Stick Talk has forged partnerships with a few criminal justice agencies, including the Illinois Department of Juvenile Justice, which offers Stick Talk workshops in its Chicago detention center.
Robert Vickery, the acting director of the Illinois Department of Juvenile Justice, said that in his experience arrests and convictions do not stop young people from using guns, but approaches like Stick Talk’s might reduce violence. And, he added, “It’s not like we’re just doing Stick Talk. We’re also providing education and employment and all sorts of other supports.”
“Stick” is slang for gun, and Stick Talk developed out of the turmoil of 2016, when violence in Chicago surged to its highest level in 20 years, with more than 700 homicides and 3,500 shootings. A group of community organizers concerned about the violence held a series of listening sessions. Mr. ucker described the participants as “young people who are really intensively criminalized” and who had been failed by existing programs.
He and his co-director, Brandon Daurham, did not realize it at the time, but they were taking a page from the harm reduction playbook, which insists that drug users have a say in programs designed to serve them and sometimes pays them to participate.
Young people explained that their neighborhoods were laced with invisible lines between territories claimed by gangs or crews, and that they could be targeted even if they were not in a gang, based on where they lived or who their relatives were.

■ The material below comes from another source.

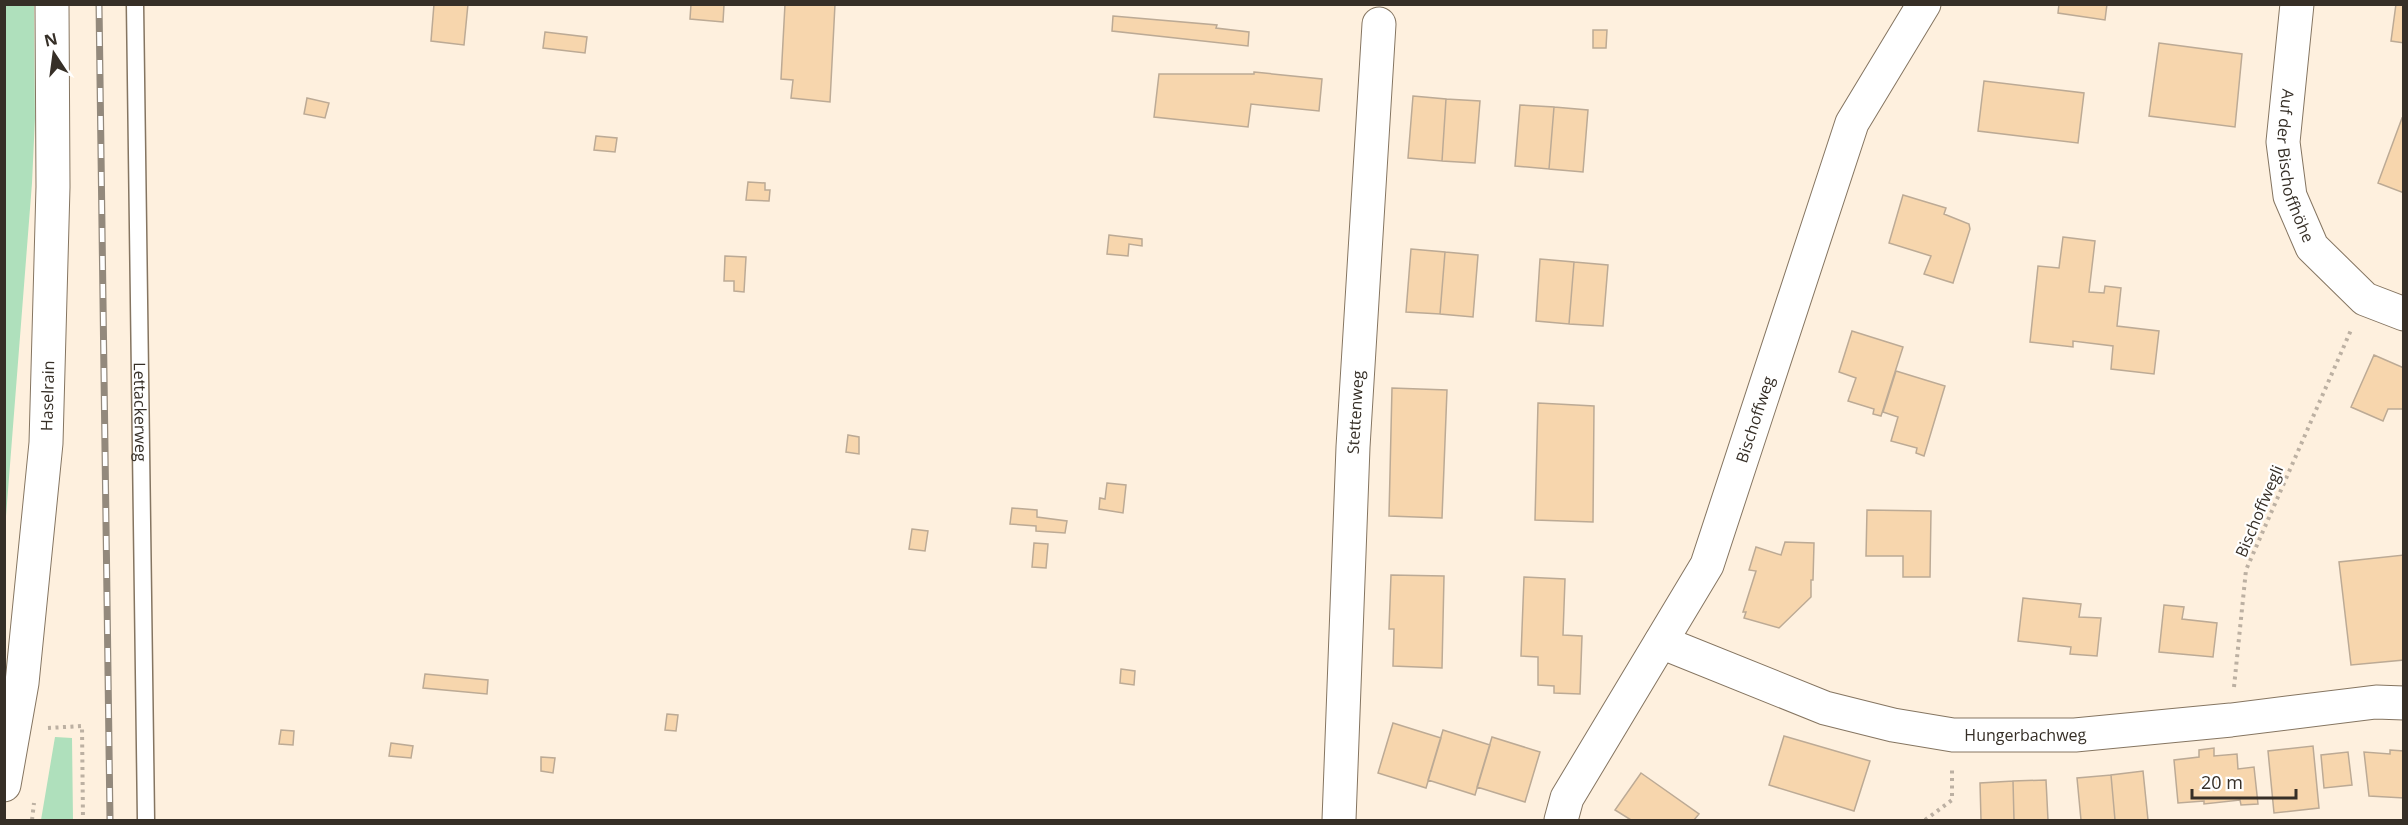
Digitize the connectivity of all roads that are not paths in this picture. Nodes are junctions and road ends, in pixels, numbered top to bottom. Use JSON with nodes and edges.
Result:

Packing a gun was a rational response, they said. And if they were required to travel to job training and other services without their guns, they said, it was not just difficult but dangerous to attend.
So Stick Talk set up small, unmarked neighborhood “hubs” that can be reached without running afoul of territorial boundaries so stark that in one area, two hubs are on either side of one street. The groups acknowledges that many of its attendees are “both authors and survivors of gun-related harms.”
The harm reduction movement still faces criticism from right-leaning leaders concerned that it enables illegal activities. But it has been largely successful in its fight to reduce the demonization of drug users, measured by the public’s increasing preference for treatment over punishment.
Stick Talk asks for a more challenging empathy shift, using the tagline, “Do we dare love the shooters?”
That pitch became harder to make in 2020, when gun violence began to surge across the country and became the leading cause of death for children in the United States. Police forces responded to the rising violence by stepping up seizures and arrests.
But even as gun possession arrests increased, advocates and academic researchers said, enforcement disproportionately hit Black and Latino people without targeting those most likely to commit violence.
At a Stick Talk location in Englewood, a predominantly Black section of Chicago’s South Side, six teenagers gathered recently to describe what it was like to be in the program, which is modeled after restorative justice circles. Attendees were told in advance that they did not have to give their full names to avoid drawing the attention of the police. One 17-year-old, Ariel, came straight from a funeral repast for a friend who had been shot.
Participants said they were initially drawn by the $25 they receive for showing up but had come to appreciate the frank conversations on topics that were taboo at school. Sometimes they get a history lesson on how gun policy in the United States was shaped in response to armed groups like the Black Panthers.
They also learn about bank accounts and job applications — “real life stuff, like how to get to a future,” Ariel said.
Some said that talking about their shared trauma allowed them to open up. “I don’t have patience, but when I’m in the circle it builds momentum for me to allow patience to happen,” said Jamontay, 19. “My anger — it was bad, but I actually worked on it. I think about what I do instead of causing action and destruction.”